===== RECORDED DATA =====

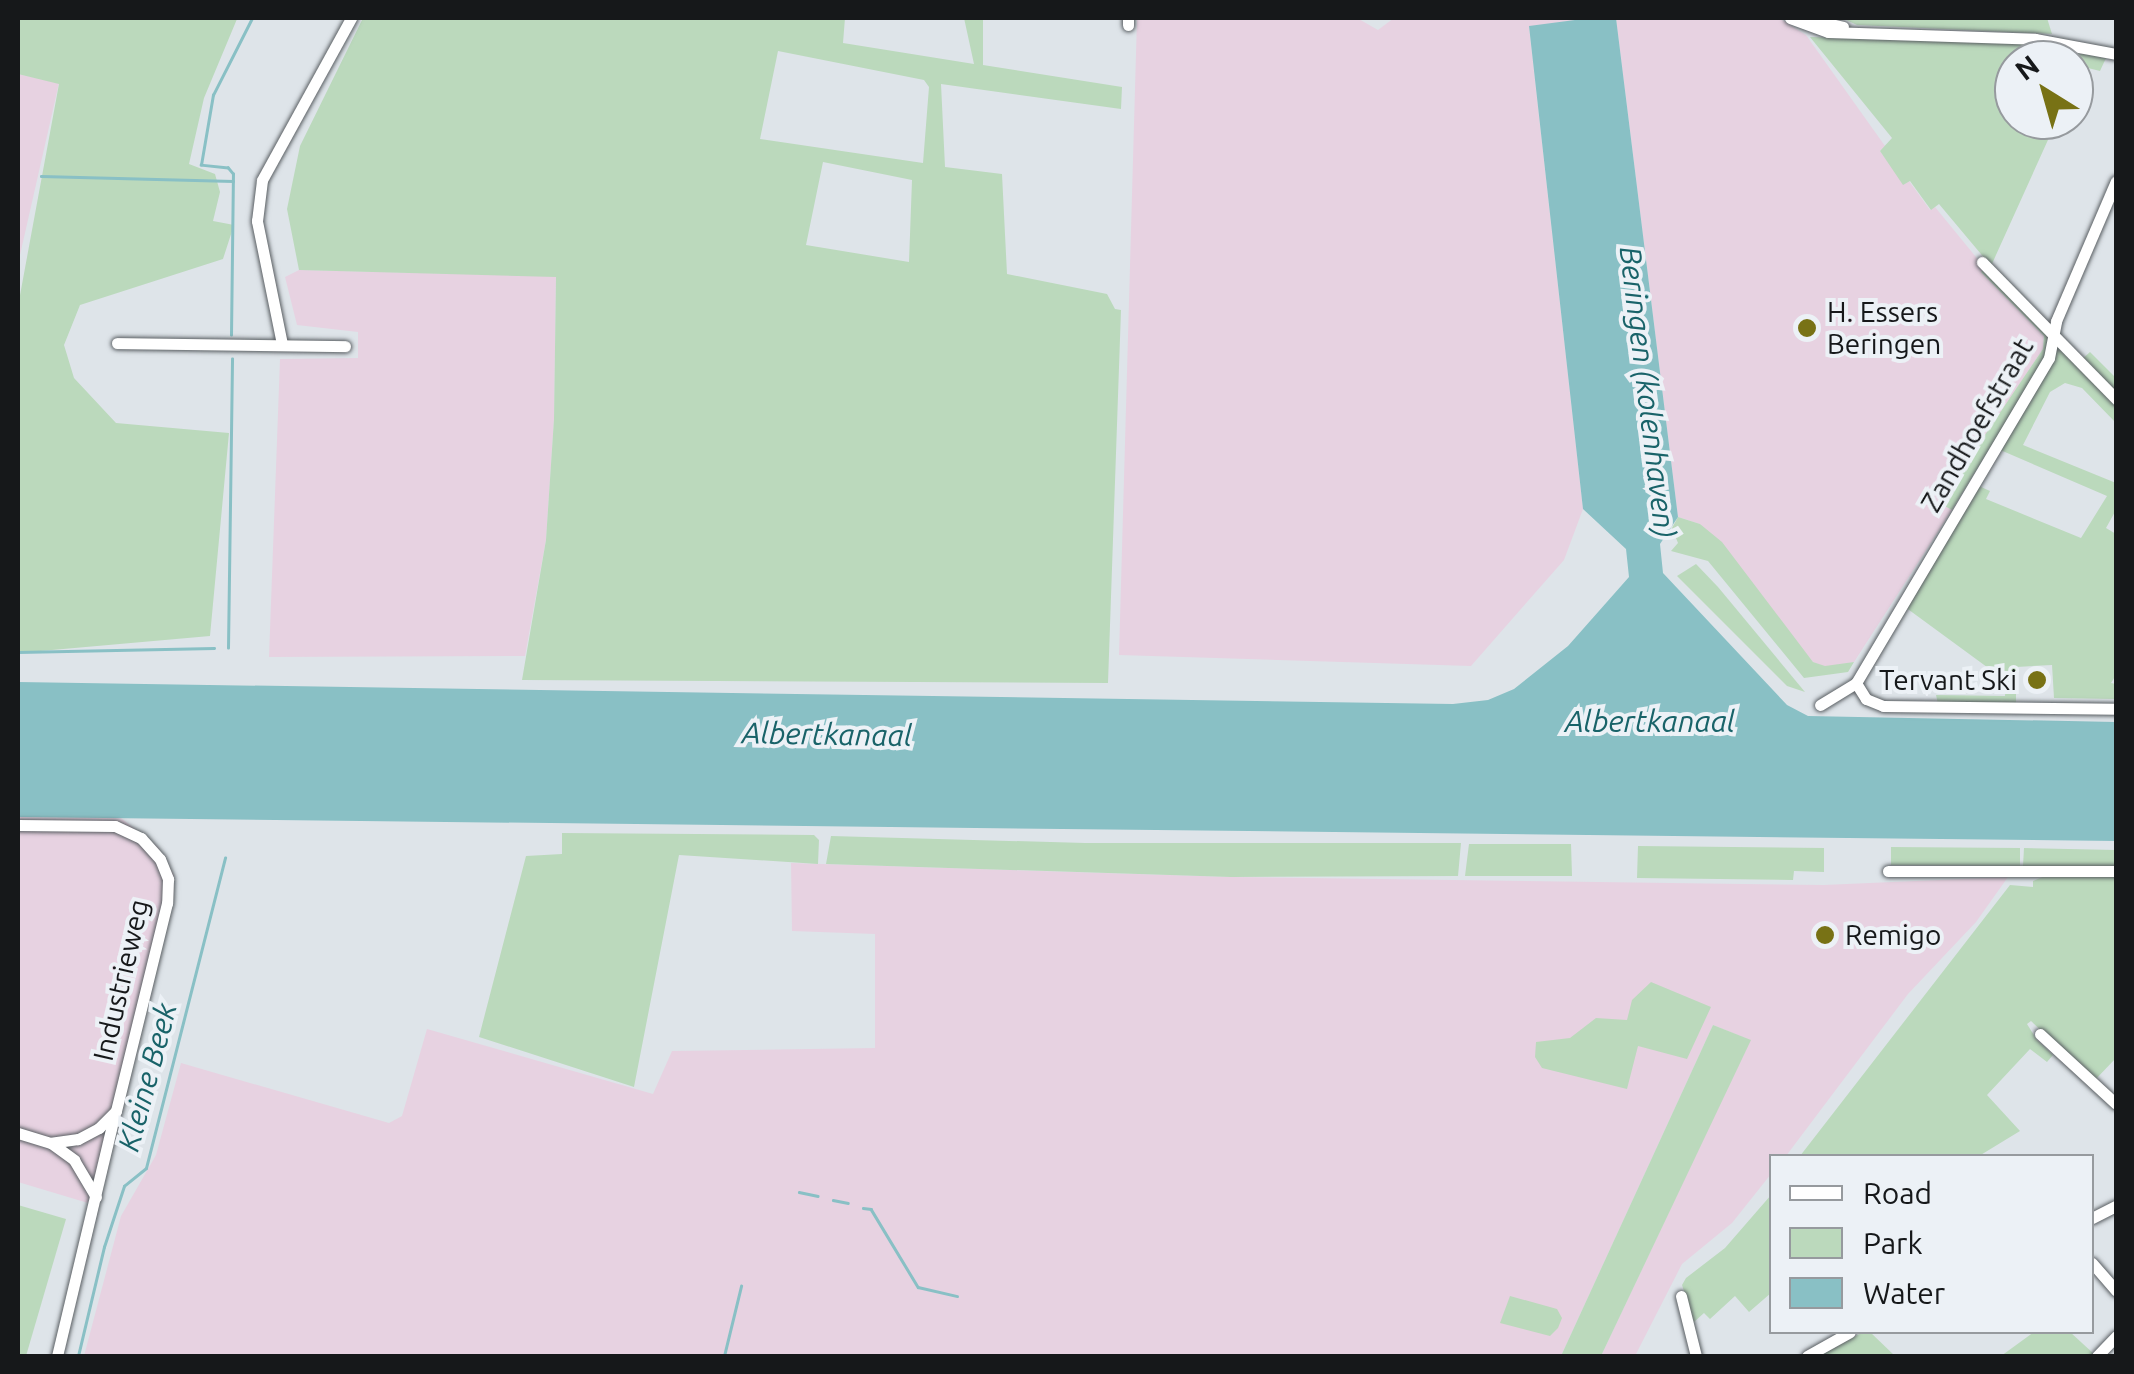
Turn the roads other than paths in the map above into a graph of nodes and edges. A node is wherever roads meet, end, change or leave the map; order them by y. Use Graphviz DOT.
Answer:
graph roads {
  1 [pos="351,18"];
  2 [pos="1790,18"];
  3 [pos="1804,18"];
  4 [pos="1858,30"];
  5 [pos="2116,54"];
  6 [pos="2116,181"];
  7 [pos="1982,262"];
  8 [pos="2056,336"];
  9 [pos="117,343"];
  10 [pos="282,344"];
  11 [pos="345,346"];
  12 [pos="2116,399"];
  13 [pos="1856,683"];
  14 [pos="1820,705"];
  15 [pos="2116,709"];
  16 [pos="18,825"];
  17 [pos="1888,871"];
  18 [pos="2116,871"];
  19 [pos="2040,1034"];
  20 [pos="2116,1104"];
  21 [pos="116,1111"];
  22 [pos="18,1133"];
  23 [pos="51,1143"];
  24 [pos="96,1197"];
  25 [pos="2094,1265"];
  26 [pos="2116,1291"];
  27 [pos="1681,1296"];
  28 [pos="1846,1334"];
  29 [pos="2116,1336"];
  30 [pos="57,1356"];
  31 [pos="1696,1356"];
  32 [pos="1807,1356"];
  33 [pos="2097,1356"];
  1 -- 10 [label="street"];
  2 -- 4 [label="street"];
  3 -- 4 [label="street"];
  4 -- 5 [label="street"];
  6 -- 8 [label="street, Zandhoefstraat"];
  7 -- 8 [label="street"];
  8 -- 12 [label="street"];
  8 -- 13 [label="street, Zandhoefstraat"];
  9 -- 10 [label="street"];
  10 -- 11 [label="street"];
  13 -- 14 [label="street, Zandhoefstraat"];
  13 -- 15 [label="street"];
  16 -- 21 [label="street, Industrieweg"];
  17 -- 18 [label="street"];
  19 -- 20 [label="street"];
  21 -- 23 [label="street"];
  21 -- 24 [label="street, Industrieweg"];
  22 -- 23 [label="street"];
  23 -- 24 [label="street"];
  24 -- 30 [label="street, Industrieweg"];
  25 -- 26 [label="street"];
  27 -- 31 [label="street"];
  28 -- 32 [label="street"];
  29 -- 33 [label="street"];
}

=====

**WHAT IS BEING ASKED**:
Make an exact copy of every entry above, but keep the pictures out of it.

**OUTPUT FOR THIS TASK**:
Turn the roads other than paths in the map above into a graph of nodes and edges. A node is wherever roads meet, end, change or leave the map; order them by y. Use Graphviz DOT.
Answer:
graph roads {
  1 [pos="351,18"];
  2 [pos="1790,18"];
  3 [pos="1804,18"];
  4 [pos="1858,30"];
  5 [pos="2116,54"];
  6 [pos="2116,181"];
  7 [pos="1982,262"];
  8 [pos="2056,336"];
  9 [pos="117,343"];
  10 [pos="282,344"];
  11 [pos="345,346"];
  12 [pos="2116,399"];
  13 [pos="1856,683"];
  14 [pos="1820,705"];
  15 [pos="2116,709"];
  16 [pos="18,825"];
  17 [pos="1888,871"];
  18 [pos="2116,871"];
  19 [pos="2040,1034"];
  20 [pos="2116,1104"];
  21 [pos="116,1111"];
  22 [pos="18,1133"];
  23 [pos="51,1143"];
  24 [pos="96,1197"];
  25 [pos="2094,1265"];
  26 [pos="2116,1291"];
  27 [pos="1681,1296"];
  28 [pos="1846,1334"];
  29 [pos="2116,1336"];
  30 [pos="57,1356"];
  31 [pos="1696,1356"];
  32 [pos="1807,1356"];
  33 [pos="2097,1356"];
  1 -- 10 [label="street"];
  2 -- 4 [label="street"];
  3 -- 4 [label="street"];
  4 -- 5 [label="street"];
  6 -- 8 [label="street, Zandhoefstraat"];
  7 -- 8 [label="street"];
  8 -- 12 [label="street"];
  8 -- 13 [label="street, Zandhoefstraat"];
  9 -- 10 [label="street"];
  10 -- 11 [label="street"];
  13 -- 14 [label="street, Zandhoefstraat"];
  13 -- 15 [label="street"];
  16 -- 21 [label="street, Industrieweg"];
  17 -- 18 [label="street"];
  19 -- 20 [label="street"];
  21 -- 23 [label="street"];
  21 -- 24 [label="street, Industrieweg"];
  22 -- 23 [label="street"];
  23 -- 24 [label="street"];
  24 -- 30 [label="street, Industrieweg"];
  25 -- 26 [label="street"];
  27 -- 31 [label="street"];
  28 -- 32 [label="street"];
  29 -- 33 [label="street"];
}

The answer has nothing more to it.